The cysteine pK a in π-clamp mutants are reduced. Absorbance at 240 nm across different pHs were measured to determine the cysteine pK a in peptide 3 (a), 1D (b) and 1E (c). (d) Rate constants for the reaction between 1 F and 2 were measured at different pHs to determine cysteine pK a in peptide 1 F. (e) Summary of pK a and the reaction rates of π-clamp mutants.

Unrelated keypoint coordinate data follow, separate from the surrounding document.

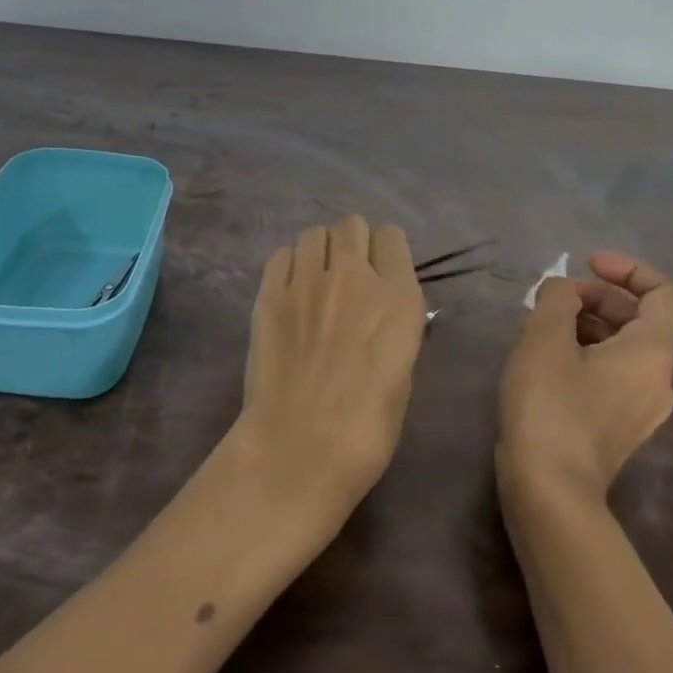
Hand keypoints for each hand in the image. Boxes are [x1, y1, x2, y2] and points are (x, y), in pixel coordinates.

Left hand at [234, 216, 427, 523]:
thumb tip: (383, 310)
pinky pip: (281, 254)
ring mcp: (307, 281)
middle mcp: (355, 277)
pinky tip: (289, 292)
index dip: (386, 252)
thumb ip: (395, 328)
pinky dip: (289, 265)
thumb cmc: (366, 427)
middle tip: (347, 275)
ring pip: (315, 234)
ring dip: (320, 251)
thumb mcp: (403, 373)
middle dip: (353, 243)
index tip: (381, 272)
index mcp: (398, 298)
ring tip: (315, 282)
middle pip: (353, 225)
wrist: (300, 447)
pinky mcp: (269, 293)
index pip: (392, 237)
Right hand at [497, 250, 672, 502]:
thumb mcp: (543, 339)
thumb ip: (556, 299)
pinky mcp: (620, 427)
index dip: (628, 268)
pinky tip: (547, 361)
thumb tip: (564, 291)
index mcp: (649, 352)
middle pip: (639, 319)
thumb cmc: (550, 406)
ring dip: (587, 324)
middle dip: (596, 297)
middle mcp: (658, 379)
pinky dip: (587, 353)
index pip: (662, 293)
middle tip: (551, 299)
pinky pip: (613, 374)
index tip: (586, 264)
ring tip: (542, 327)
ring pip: (623, 348)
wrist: (550, 490)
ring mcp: (642, 408)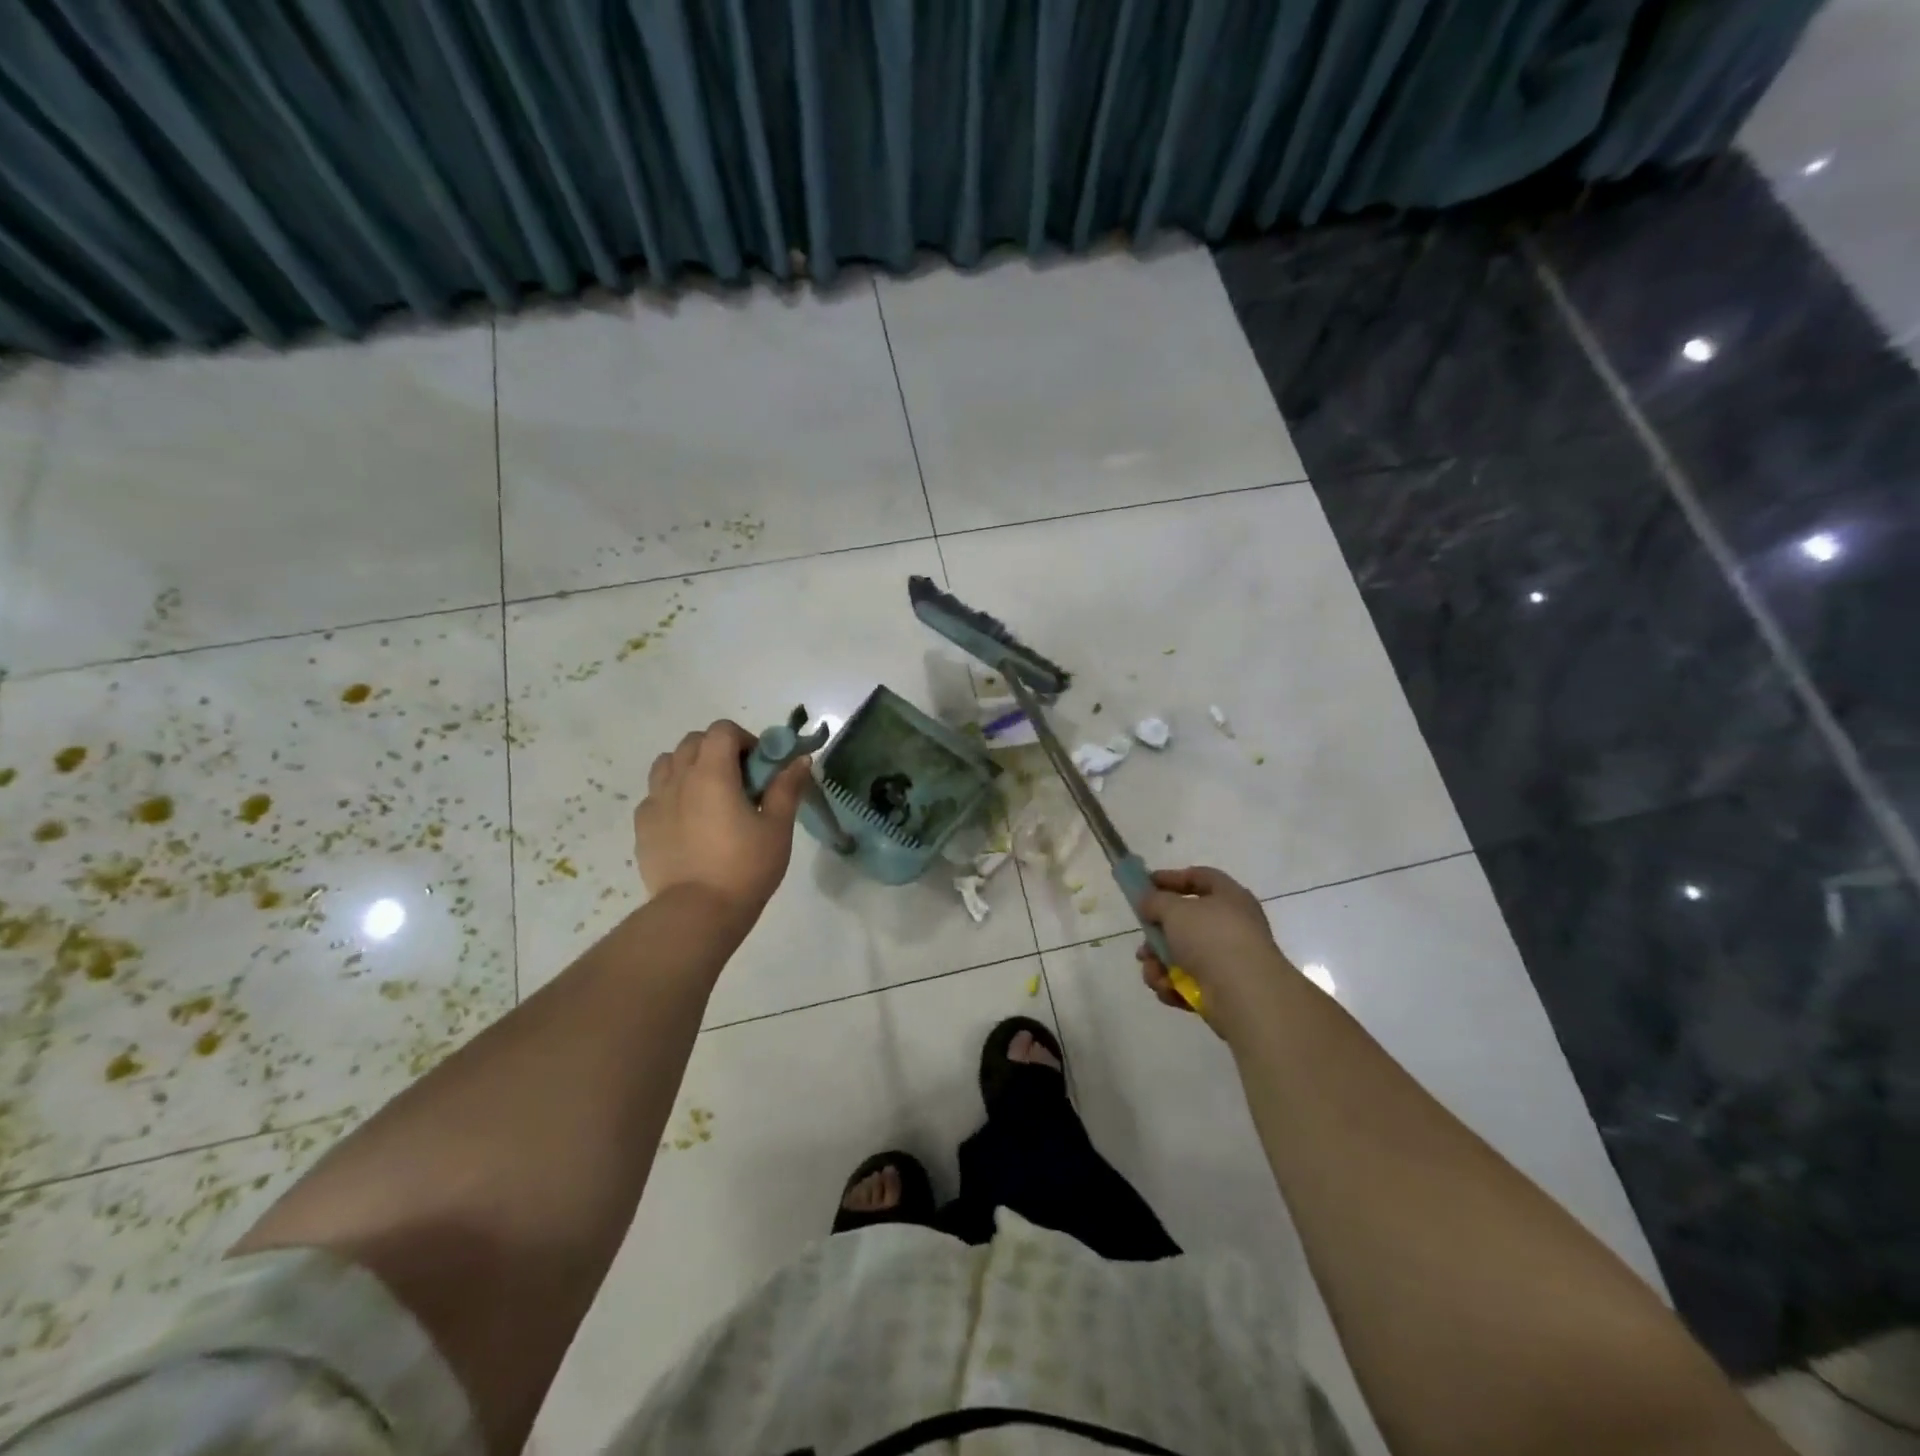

The A240 method could not be applied to 1 F because of the strong absorbance of the pyrenyl group at 240 nm. Instead we measured pK a based on the reactivity of cysteine at different pHs. The pK a values of cysteine in proteins have been measured by determining their reaction rates with a reagent that is more reactive with thiolate than thiol22, 23. Here we used the rate constant of the SNAr reaction between 1 F and 2 to fit for pK a, since thiolate is more reactive than thiol in the perfluoroarylation reaction. The rate constants were plotted against pH and fit with the same equation as in the A240 method, where y is the reaction rate constant, and A and B are the upper and lower plateaus for the reaction rates (Fig. 2d). The cysteine pK a of 1 F was determined to be 0.4 pH unit lower than 3. In Fig. 2e, we summarize the cysteine pK a values and the rate constants for the peptides studied. We observed a more than 10-fold rate constant difference between 1D and 1E, even though their pK a values were similar. In addition, peptide 1 F was more reactive than peptides 1D and 1E, but the cysteine pK a of 1 F was higher. Although all three π-clamp mutants had a lower cysteine pKa compared to that of the double glycine mutant 3 which facilitated ionization of the thiol to the more reactive thiolate, this pK a effect was not the only factor to account for the enhanced reactivity of the π-clamp.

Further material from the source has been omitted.